The 12 students and two faculty travel in two minivans, and this mobile classroom setting enables students to experience a rich comparative array of ten diverse countries and cultures. Participants have the opportunity to interview politicians and policy makers, professors and students, as well as ordinary citizens throughout Europe.
The four courses that compose the program cover a range of topics. Ancient and Medieval Life and Thought examines the historical conditions and ways of thinking and being of early peoples with particular focus on ancient Greek and Roman civilizations. The program visits major archeological sites that illustrate the themes of the course. The Politics of the European Union provides a contemporary panorama of Europe’s changing political, economic and cultural landscape and includes visits to the three major EU institutions: the European Parliament in Strasbourg, the European Commission in Brussels and the European Court of Justice in Luxembourg. Human Rights and Human Values in Post WWII Europe is taught by Professor Timothy H. Smith and includes a visit to Terezin, a former Nazi concentration camp outside of Prague.
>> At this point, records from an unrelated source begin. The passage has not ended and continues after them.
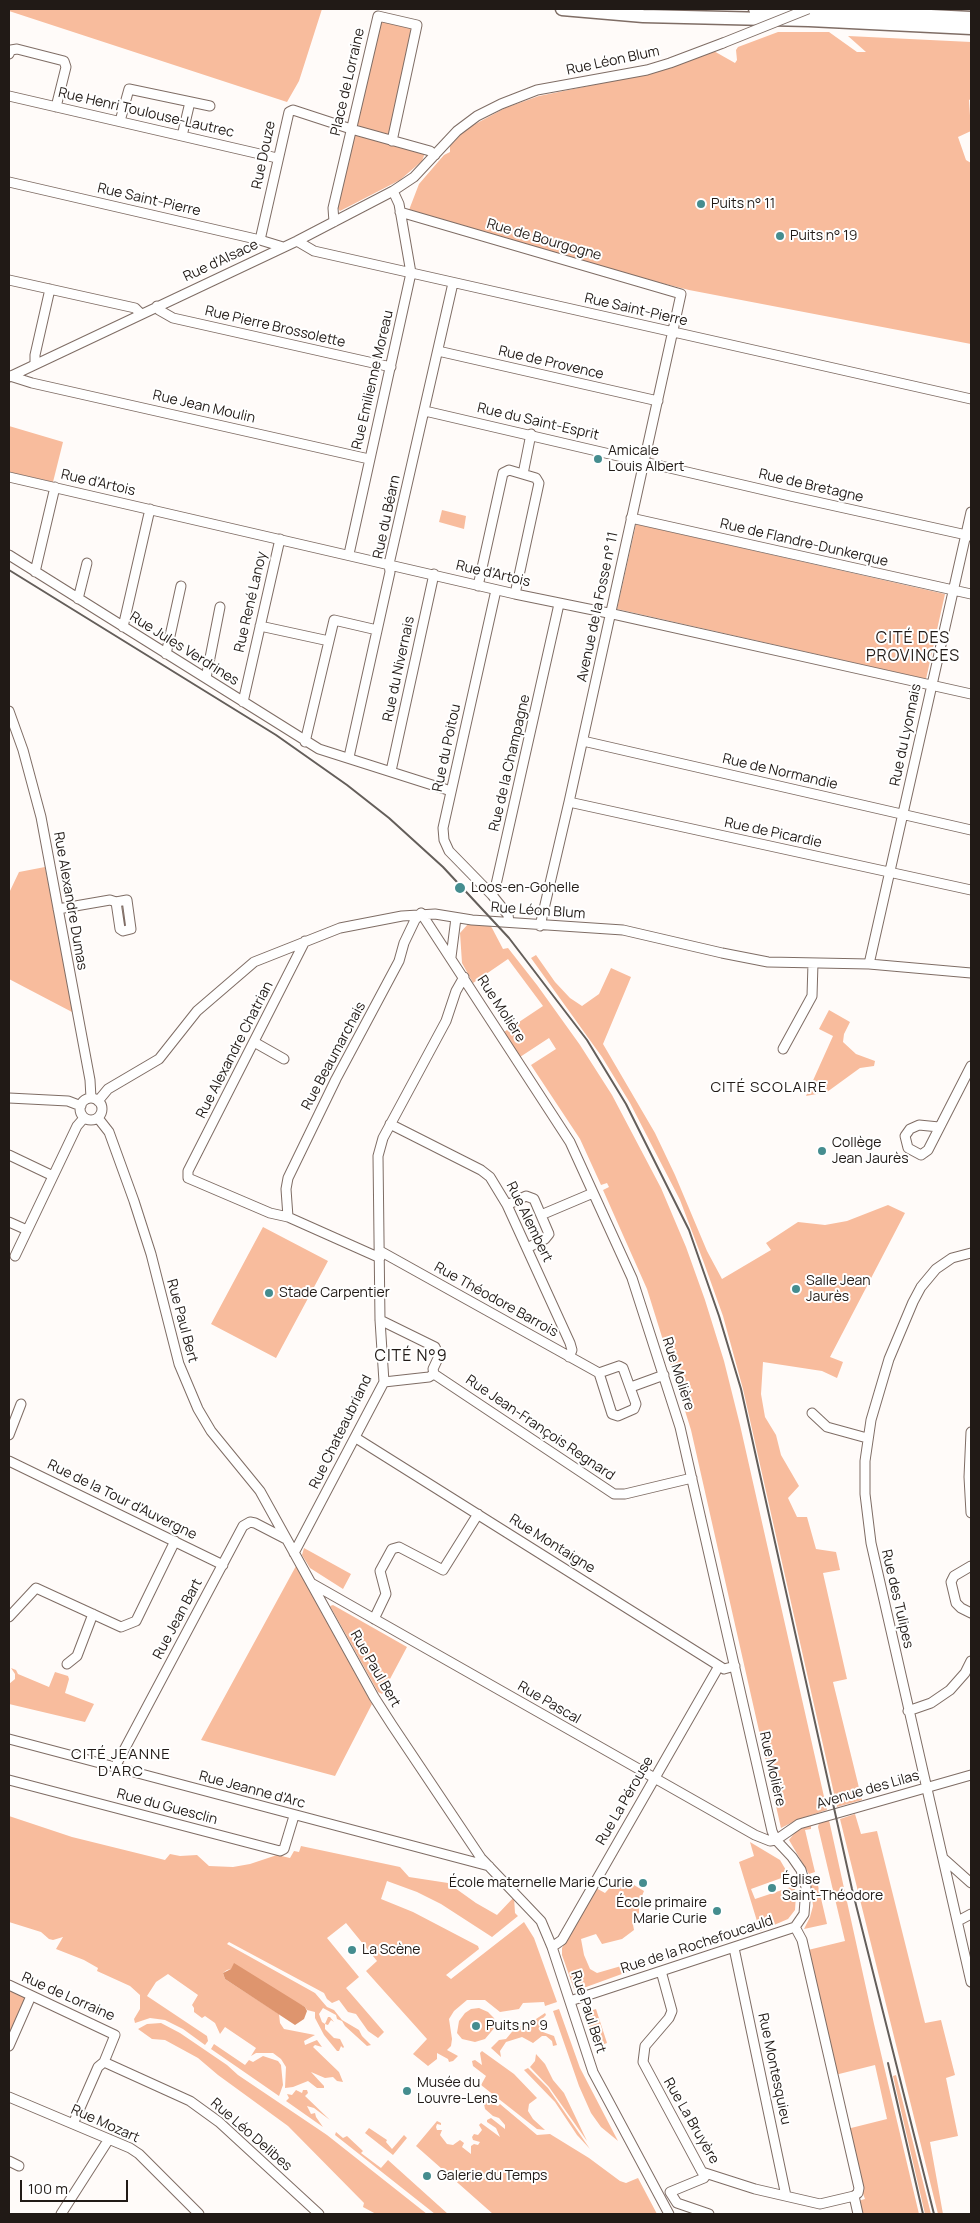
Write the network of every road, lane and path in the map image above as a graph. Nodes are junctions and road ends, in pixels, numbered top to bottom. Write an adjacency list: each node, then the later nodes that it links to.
1 (562, 9): 5 (highway)
2 (755, 9): 4 (highway)
3 (808, 9): 15 (street, Rue Léon Blum, bridge)
4 (971, 18)
5 (971, 28)
6 (9, 54): 10 (street)
7 (9, 96): 10 (street, Rue Henri Toulouse-Lautrec)
8 (190, 102): 9 (street); 11 (street); 13 (street)
9 (210, 106)
10 (56, 107): 11 (street, Rue Henri Toulouse-Lautrec)
11 (120, 121): 13 (street, Rue Henri Toulouse-Lautrec)
12 (351, 129): 14 (street); 14 (street, Place de Lorraine); 16 (street, Rue Douze); 20 (street, Place de Lorraine)
13 (182, 136): 16 (street, Rue Henri Toulouse-Lautrec)
14 (392, 141): 15 (street)
15 (435, 155): 18 (street, Rue d'Alsace)
16 (277, 158): 21 (street, Rue Douze)
17 (9, 182): 21 (street, Rue Saint-Pierre)
18 (393, 191): 19 (street, Rue Emilienne Moreau); 20 (street, Rue d'Alsace)
19 (400, 212): 24 (street, Rue Emilienne Moreau); 28 (street, Rue de Bourgogne)
20 (334, 222): 22 (street, Rue d'Alsace)
21 (260, 240): 23 (street, Rue Saint-Pierre)
22 (297, 241): 23 (street, Rue d'Alsace); 24 (street, Rue Saint-Pierre)
23 (283, 247): 29 (street, Rue d'Alsace)
24 (412, 273): 26 (street, Rue Saint-Pierre); 34 (street, Rue Emilienne Moreau)
25 (9, 280): 27 (street)
26 (453, 283): 31 (street, Rue Saint-Pierre); 32 (street, Rue du Béarn)
27 (50, 289): 30 (street); 33 (street)
28 (681, 294): 31 (street, Avenue de la Fosse n° 11)
29 (157, 306): 30 (street, Rue d'Alsace); 34 (street, Rue Pierre Brossolette)
30 (141, 314): 33 (street, Rue d'Alsace)
31 (674, 333): 37 (street, Rue Saint-Pierre); 38 (street, Avenue de la Fosse n° 11)
32 (438, 351): 38 (street, Rue de Provence); 39 (street, Rue du Béarn)
33 (31, 366): 35 (street, Rue d'Alsace); 36 (street)
34 (391, 367): 41 (street, Rue Emilienne Moreau)
35 (10, 376): 36 (street, Rue Jean Moulin)
36 (32, 383): 41 (street, Rue Jean Moulin)
37 (971, 399)
38 (658, 401): 42 (street, Avenue de la Fosse n° 11)
39 (425, 411): 40 (street, Rue du Saint-Esprit); 54 (street, Rue du Béarn)
40 (531, 434): 42 (street, Rue du Saint-Esprit); 43 (street)
41 (370, 459): 51 (street, Rue Emilienne Moreau)
42 (644, 462): 48 (street, Avenue de la Fosse n° 11); 49 (street, Rue de Bretagne)
43 (523, 474): 58 (street); 61 (street)
44 (9, 477): 45 (street, Rue d'Artois)
45 (55, 487): 46 (street, Rue d'Artois); 55 (street)
46 (150, 509): 50 (street, Rue d'Artois); 68 (street)
47 (971, 512): 49 (street, Rue du Lyonnais)
48 (631, 518): 60 (street, Rue de Flandre-Dunkerque); 66 (street, Avenue de la Fosse n° 11)
49 (969, 535): 60 (street, Rue du Lyonnais)
50 (280, 538): 51 (street, Rue d'Artois); 67 (street, Rue René Lanoy)
51 (349, 554): 54 (street, Rue d'Artois)
52 (9, 555): 55 (street, Rue Jules Verdrines)
53 (87, 563): 63 (street)
54 (389, 564): 56 (street, Rue d'Artois); 69 (street, Rue du Béarn)
55 (35, 572): 63 (street, Rue Jules Verdrines)
56 (434, 574): 58 (street, Rue d'Artois); 80 (street, Rue du Nivernais)
57 (181, 586): 71 (street)
58 (478, 586): 59 (street, Rue d'Artois)
59 (496, 590): 61 (street, Rue d'Artois); 81 (street, Rue du Poitou)
60 (953, 590): 62 (street, Rue de Flandre-Dunkerque); 73 (street, Rue du Lyonnais)
61 (515, 594): 64 (street, Rue d'Artois)
62 (971, 594)
63 (78, 599): 68 (street, Rue Jules Verdrines)
64 (559, 604): 66 (street, Rue d'Artois); 87 (street, Rue de la Champagne)
65 (220, 607): 72 (street)
66 (610, 614): 73 (street, Rue d'Artois); 78 (street, Avenue de la Fosse n° 11)
67 (260, 626): 70 (street); 75 (street, Rue René Lanoy)
68 (122, 627): 71 (street, Rue Jules Verdrines)
69 (377, 630): 70 (street); 79 (street, Rue du Béarn)
70 (329, 642): 77 (street)
71 (166, 654): 72 (street, Rue Jules Verdrines)
72 (206, 678): 75 (street, Rue Jules Verdrines)
73 (931, 685): 74 (street, Rue d'Artois); 83 (street, Rue du Lyonnais)
74 (971, 694)
75 (243, 702): 77 (street, Rue Jules Verdrines)
76 (9, 711): 89 (street, Rue Alexandre Dumas)
77 (305, 742): 79 (street, Rue Jules Verdrines)
78 (583, 742): 82 (street, Avenue de la Fosse n° 11); 83 (street, Rue de Normandie)
79 (349, 757): 80 (street, Rue Jules Verdrines)
80 (391, 771): 81 (street, Rue Jules Verdrines)
81 (451, 790): 87 (street, Rue du Poitou)
82 (569, 802): 85 (street, Rue de Picardie); 93 (street, Avenue de la Fosse n° 11)
83 (903, 815): 84 (street, Rue de Normandie); 85 (street, Rue du Lyonnais)
84 (971, 830)
85 (889, 872): 86 (street, Rue de Picardie); 97 (street, Rue du Lyonnais)
86 (971, 890)
87 (492, 895): 92 (street)
88 (116, 902): 89 (street)
89 (58, 909): 104 (street, Rue Alexandre Dumas)
90 (421, 913): 91 (street, Rue Léon Blum); 94 (street, Rue Léon Blum); 95 (street, Rue Molière); 119 (street, Rue Beaumarchais)
91 (456, 918): 92 (street, Rue Léon Blum); 95 (street)
92 (509, 922): 93 (street, Rue Léon Blum)
93 (540, 926): 96 (street, Rue Léon Blum)
94 (305, 941): 100 (street, Rue Alexandre Chatrian); 105 (street, Rue Léon Blum)
95 (451, 957): 99 (street, Rue Molière)
96 (813, 963): 97 (street, Rue Léon Blum); 101 (street)
97 (869, 964): 98 (street, Rue Léon Blum)
98 (971, 973)
99 (464, 977): 111 (street, Rue Chateaubriand); 116 (street, Rue Molière)
100 (254, 1042): 102 (street); 114 (street, Rue Alexandre Chatrian)
101 (783, 1049)
102 (284, 1059)
103 (971, 1066): 112 (street)
104 (91, 1083): 105 (street); 107 (street, Rue Alexandre Dumas)
105 (108, 1089): 107 (street)
106 (9, 1098): 108 (street)
107 (95, 1100): 108 (street); 110 (street)
108 (81, 1106): 109 (street)
109 (84, 1118): 110 (street); 115 (street)
110 (98, 1118): 143 (street, Rue Paul Bert)
111 (390, 1124): 117 (street, Rue Alembert); 124 (street, Rue Chateaubriand)
112 (939, 1127)
113 (9, 1155): 115 (street)
114 (188, 1171): 119 (street, Rue Théodore Barrois)
115 (53, 1176): 121 (street)
116 (593, 1192): 118 (street); 130 (street, Rue Molière)
117 (507, 1205): 118 (street); 122 (street, Rue Alembert)
118 (541, 1215): 122 (street)
119 (288, 1217): 124 (street, Rue Théodore Barrois)
120 (9, 1222): 121 (street)
121 (27, 1230): 125 (street)
122 (527, 1248): 127 (street, Rue Alembert)
123 (971, 1253): 138 (street, Rue des Tulipes)
124 (380, 1254): 126 (street, Rue Chateaubriand); 127 (street, Rue Théodore Barrois)
125 (15, 1256)
126 (380, 1320): 129 (street); 131 (street, Rue Chateaubriand)
127 (569, 1357): 128 (street, Rue Théodore Barrois)
128 (599, 1373): 132 (street); 132 (street)
129 (434, 1374): 131 (street); 140 (street, Rue Jean-François Regnard)
130 (664, 1375): 132 (street); 140 (street, Rue Molière)
131 (384, 1382): 137 (street, Rue Chateaubriand)
132 (631, 1387)
133 (21, 1404): 136 (street)
134 (812, 1413): 138 (street)
135 (971, 1432): 141 (street)
136 (9, 1435)
137 (356, 1438): 142 (street, Rue Montaigne); 145 (street, Rue Chateaubriand)
138 (867, 1438): 157 (street, Rue des Tulipes)
139 (9, 1461): 144 (street, Rue de la Tour d'Auvergne)
140 (692, 1478): 156 (street, Rue Molière)
141 (971, 1513)
142 (478, 1514): 152 (street); 155 (street, Rue Montaigne)
143 (286, 1539): 145 (street, Rue Paul Bert); 146 (street, Rue Jean Bart)
144 (174, 1541): 146 (street, Rue de la Tour d'Auvergne); 150 (street)
145 (294, 1553): 148 (street, Rue Paul Bert)
146 (222, 1565): 159 (street, Rue Jean Bart)
147 (971, 1566): 149 (street)
148 (310, 1582): 152 (street, Rue Pascal); 167 (street, Rue Paul Bert)
149 (971, 1613)
150 (93, 1614): 151 (street); 154 (street)
151 (9, 1617)
152 (374, 1619): 161 (street, Rue Pascal)
153 (971, 1661): 157 (street)
154 (67, 1664)
155 (719, 1666): 156 (street); 161 (street, Rue La Pérouse)
156 (735, 1666): 165 (street, Rue Molière)
157 (908, 1711): 163 (street, Rue des Tulipes)
158 (9, 1740): 159 (street, Rue Jeanne d'Arc)
159 (115, 1767): 164 (street, Rue Jeanne d'Arc)
160 (971, 1775): 163 (street, Avenue des Lilas)
161 (654, 1778): 165 (street, Rue Pascal); 172 (street, Rue La Pérouse)
162 (9, 1780): 164 (street, Rue du Guesclin)
163 (927, 1787): 165 (street, Avenue des Lilas); 166 (street, Rue des Tulipes)
164 (294, 1816): 167 (street, Rue Jeanne d'Arc)
165 (776, 1840): 171 (street, Rue de la Rochefoucauld)
166 (943, 1858): 168 (street); 170 (street, Rue des Tulipes)
167 (489, 1866): 172 (street, Rue Paul Bert)
168 (971, 1883)
169 (971, 1914): 170 (street)
170 (958, 1922): 175 (street, Rue des Tulipes)
171 (795, 1928): 173 (street, Rue de la Rochefoucauld); 188 (street)
172 (552, 1947): 178 (street, Rue Paul Bert)
173 (734, 1948): 174 (street, Rue de la Rochefoucauld); 187 (street, Rue Montesquieu)
174 (661, 1971): 178 (street, Rue de la Rochefoucauld); 186 (street, Rue La Bruyère)
175 (971, 1982)
176 (9, 1985): 177 (street, Rue de Lorraine)
177 (31, 1996): 179 (street); 180 (street, Rue de Lorraine)
178 (570, 2001): 192 (street, Rue Paul Bert)
179 (9, 2046)
180 (104, 2062): 182 (street); 191 (street, Rue Léo Delibes)
181 (9, 2097): 182 (street, Rue Mozart)
182 (73, 2124): 183 (street, Rue Mozart)
183 (109, 2139): 189 (street); 190 (street, Rue Mozart)
184 (9, 2161): 185 (street)
185 (19, 2166)
186 (706, 2175): 187 (street, Rue La Bruyère); 193 (street)
187 (786, 2196): 188 (street, Rue La Bruyère)
188 (854, 2196): 194 (street)
189 (61, 2214)
190 (199, 2214)
191 (319, 2214)
192 (669, 2214)
193 (709, 2214)
194 (858, 2214)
The final course, entitled Know Thyself, takes a more philosophical and psychological approach to the journey and encourages students to reflect on their own evolution while reading some of the great European authors. For example, students read Sigmund Freud while visiting his former home and museum in Vienna; they read selections from Karl Marx while visiting his former home and museum in Trier, Germany, and they study the existentialist writers Jean Paul Sartre and Simone de Beauvoir while in Paris where they lived and wrote.
The laboratory of the Odyssey also provides an ongoing opportunity to learn about oneself and others. Students must develop patience, empathy, compassion and creative problem-solving while living together in close quarters. I often tell students that if they pay attention, the 10-week program is the equivalent of 10 years of psychotherapy and a whole lot cheaper! Though so much is learned about Europe and the world during the intensive itinerary of the European Odyssey, the program is not just an external journey of discovery. It is also a life-changing excursion into self-knowledge. According to Dag Haamarskjold, a former Secretary General of the UN, “The longest journey is the journey inwards of him who has chosen his destiny.” And this is a learning adventure which indeed helps participants discover their unique individual destinies.
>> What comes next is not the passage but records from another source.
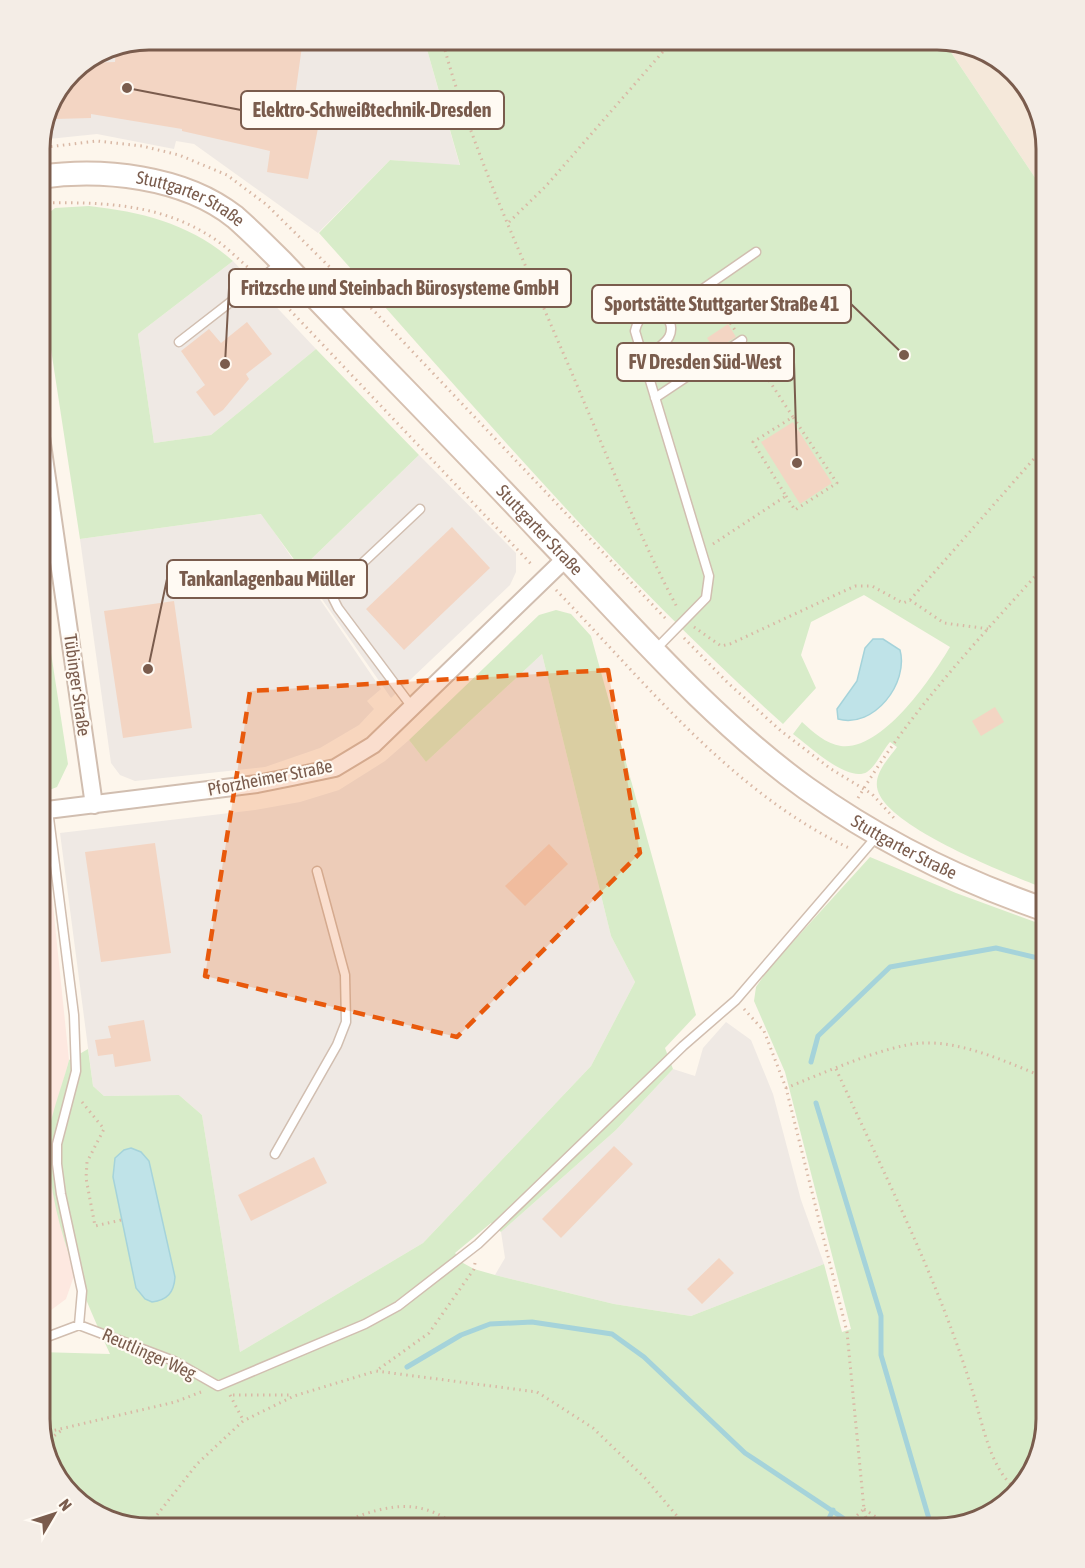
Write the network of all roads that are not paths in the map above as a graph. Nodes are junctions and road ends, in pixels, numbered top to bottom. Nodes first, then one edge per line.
1 (50, 176) edge
2 (756, 252) dead end
3 (282, 262) junction
4 (665, 315) junction
5 (742, 340) road end
6 (178, 342) dead end
7 (643, 358) junction
8 (655, 398) junction
9 (50, 499) edge
10 (420, 509) dead end
11 (566, 558) junction
12 (655, 651) junction
13 (412, 707) junction
14 (94, 805) junction
15 (50, 810) edge
16 (878, 836) junction
17 (50, 852) edge
18 (317, 872) dead end
19 (1036, 906) edge
20 (275, 1154) dead end
21 (79, 1325) junction
22 (50, 1336) edge

1 - 3 main road, Stuttgarter Straße
2 - 4 lane
3 - 6 lane
3 - 11 main road, Stuttgarter Straße
4 - 7 lane
4 - 7 lane
5 - 8 lane
7 - 8 lane
8 - 12 lane
9 - 14 street, Tübinger Straße
10 - 13 lane
11 - 12 main road, Stuttgarter Straße
11 - 13 street, Pforzheimer Straße
12 - 16 main road, Stuttgarter Straße
13 - 14 street, Pforzheimer Straße
14 - 15 street, Pforzheimer Straße
16 - 19 main road, Stuttgarter Straße
16 - 21 lane, Reutlinger Weg
17 - 21 lane, Reutlinger Weg
18 - 20 lane
21 - 22 lane, Reutlinger Weg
Over the next weeks we will be sharing our learning adventure with Chronicle readers, and we hope to convey both the challenges and delights of our Odyssey experience. We know that when we return we will have new appreciation not only for what we have seen and learned, but also for the home we left behind.
Linda Longmire is a Professor of Global Studies in the Global Studies and Geography Department and the Director of the European Odyssey Program.